What is the Purpose of Life? – Alma 34 is a montage of Bible ideas around Moses, Christ, atonement, faith and salvation and reads as though the writer was recalling Bible verses he had memorised. Familiar ideas include the fact that “redemption comes through the Son of God” who will “atone for the sins of the world.” That all are lost eternally without this sacrifice, that it must be an eternal sacrifice, “the whole meaning of the law, every whit pointing to that great and last sacrifice.” That in this way only “mercy satisfies the demands of justice” and “only unto him that has faith unto repentance is brought about the eternal plan of redemption.” There is a lengthy and urgent soliloquy on prayer and the need to “work out your salvation” in your life by many acts of charity.
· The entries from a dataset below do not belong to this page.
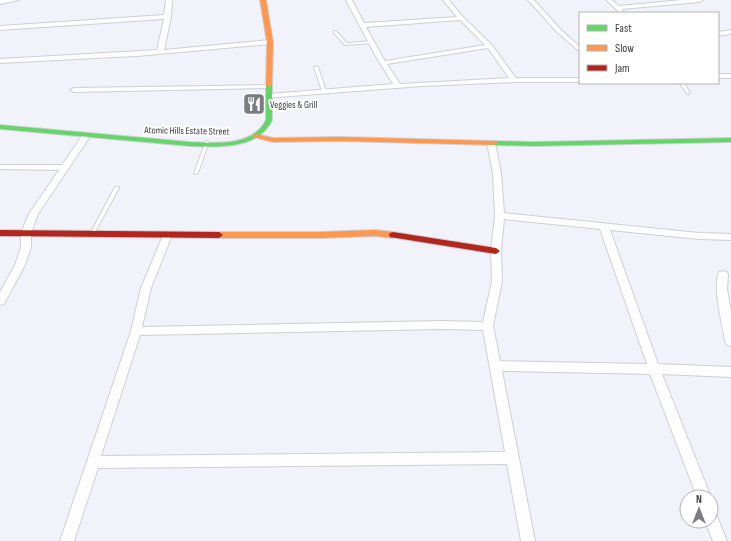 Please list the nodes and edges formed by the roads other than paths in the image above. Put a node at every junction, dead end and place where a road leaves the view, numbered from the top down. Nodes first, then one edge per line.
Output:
1 (16, 0) edge
2 (169, 0) edge
3 (263, 0) edge
4 (349, 0) edge
5 (446, 0) edge
6 (532, 0) edge
7 (608, 0) edge
8 (700, 0) edge
9 (0, 2) edge
10 (617, 8) junction
11 (622, 12) edge
12 (168, 17) junction
13 (461, 18) junction
14 (362, 25) junction
15 (0, 28) edge
16 (335, 32) dead end
17 (731, 32) edge
18 (719, 34) edge
19 (270, 42) junction
20 (372, 42) junction
21 (490, 46) junction
22 (579, 49) edge
23 (160, 52) junction
24 (0, 61) edge
25 (384, 63) junction
26 (316, 67) dead end
27 (719, 76) edge
28 (731, 76) edge
29 (514, 80) junction
30 (579, 80) edge
31 (683, 84) edge
32 (398, 86) junction
33 (74, 90) dead end
34 (270, 92) junction
35 (324, 92) junction
36 (688, 93) dead end
37 (0, 127) edge
38 (87, 135) junction
39 (256, 136) junction
40 (731, 140) edge
41 (207, 142) junction
42 (491, 143) junction
43 (0, 167) edge
44 (64, 168) junction
45 (196, 173) dead end
46 (117, 188) dead end
47 (500, 216) junction
48 (604, 226) junction
49 (0, 232) edge
50 (26, 233) junction
51 (92, 234) junction
52 (167, 235) junction
53 (731, 237) edge
54 (496, 251) junction
55 (723, 275) dead end
56 (0, 301) edge
57 (728, 314) edge
58 (488, 326) junction
59 (136, 331) junction
60 (731, 342) edge
61 (496, 366) junction
62 (654, 369) junction
63 (731, 372) edge
64 (512, 458) junction
65 (93, 462) junction
66 (701, 489) edge
67 (715, 529) edge
68 (67, 541) edge
69 (528, 541) edge
70 (720, 541) edge

1 - 9 street
2 - 12 street
3 - 19 street
4 - 14 street
5 - 13 street
6 - 22 street
7 - 10 street
8 - 10 street
10 - 11 street
12 - 15 street
12 - 23 street
13 - 14 street
13 - 21 street
14 - 20 street
16 - 20 lane
17 - 18 street
19 - 23 street
19 - 34 street
20 - 25 street
21 - 25 street
21 - 29 street
23 - 24 street
25 - 32 street
26 - 35 lane
27 - 28 street
29 - 30 street
29 - 32 street
31 - 36 lane
32 - 35 street
33 - 34 street
34 - 35 street
34 - 39 street
37 - 38 street, Atomic Hills Estate Street
38 - 41 street, Atomic Hills Estate Street
38 - 44 street
39 - 41 street, Atomic Hills Estate Street
39 - 42 street
40 - 42 street
41 - 45 lane
42 - 47 street
43 - 44 street
44 - 50 street
46 - 51 lane
47 - 48 street
47 - 54 street
48 - 53 street
48 - 62 street
49 - 50 street
50 - 51 street
50 - 56 street
51 - 52 street
52 - 54 street
52 - 59 street
54 - 58 street
55 - 57 street
57 - 60 street
58 - 59 street
58 - 61 street
59 - 65 street
61 - 62 street
61 - 64 street
62 - 63 street
62 - 66 street
64 - 65 street
64 - 69 street
65 - 68 street
67 - 70 street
Interestingly, it is here that we are told that “this life is the time for men to prepare to meet God” and that that waiting until the next to repent is fruitless. That “that same spirit which doth possess your bodies at the time that you go out of this life, that same spirit will have power to possess your body in the eternal life.” A far cry from the later Mormon idea of repentance in the next life and baptism for the dead. There is not a lot to quarrel with here except that this is not Mormonism.

There is a more satisfying and helpful answer to this question of the purpose of life in the great intercessory prayer of Jesus in John 17:20-23. “My prayer is not for them alone. I pray also for those who believe in me through their message, that all of them may be one, Father, just as you are in me and I am in you. May they also be in us so that the world may believe that you have sent me. I have given them the glory that you gave me, that they may be one as we are one. I in them and you in me. May they be brought to complete unity to let the world know that you sent me and have loved them even as you have loved me.”

It is well put in the Westminster Catechism: “Man’s chief end is to glorify God and to enjoy him forever.”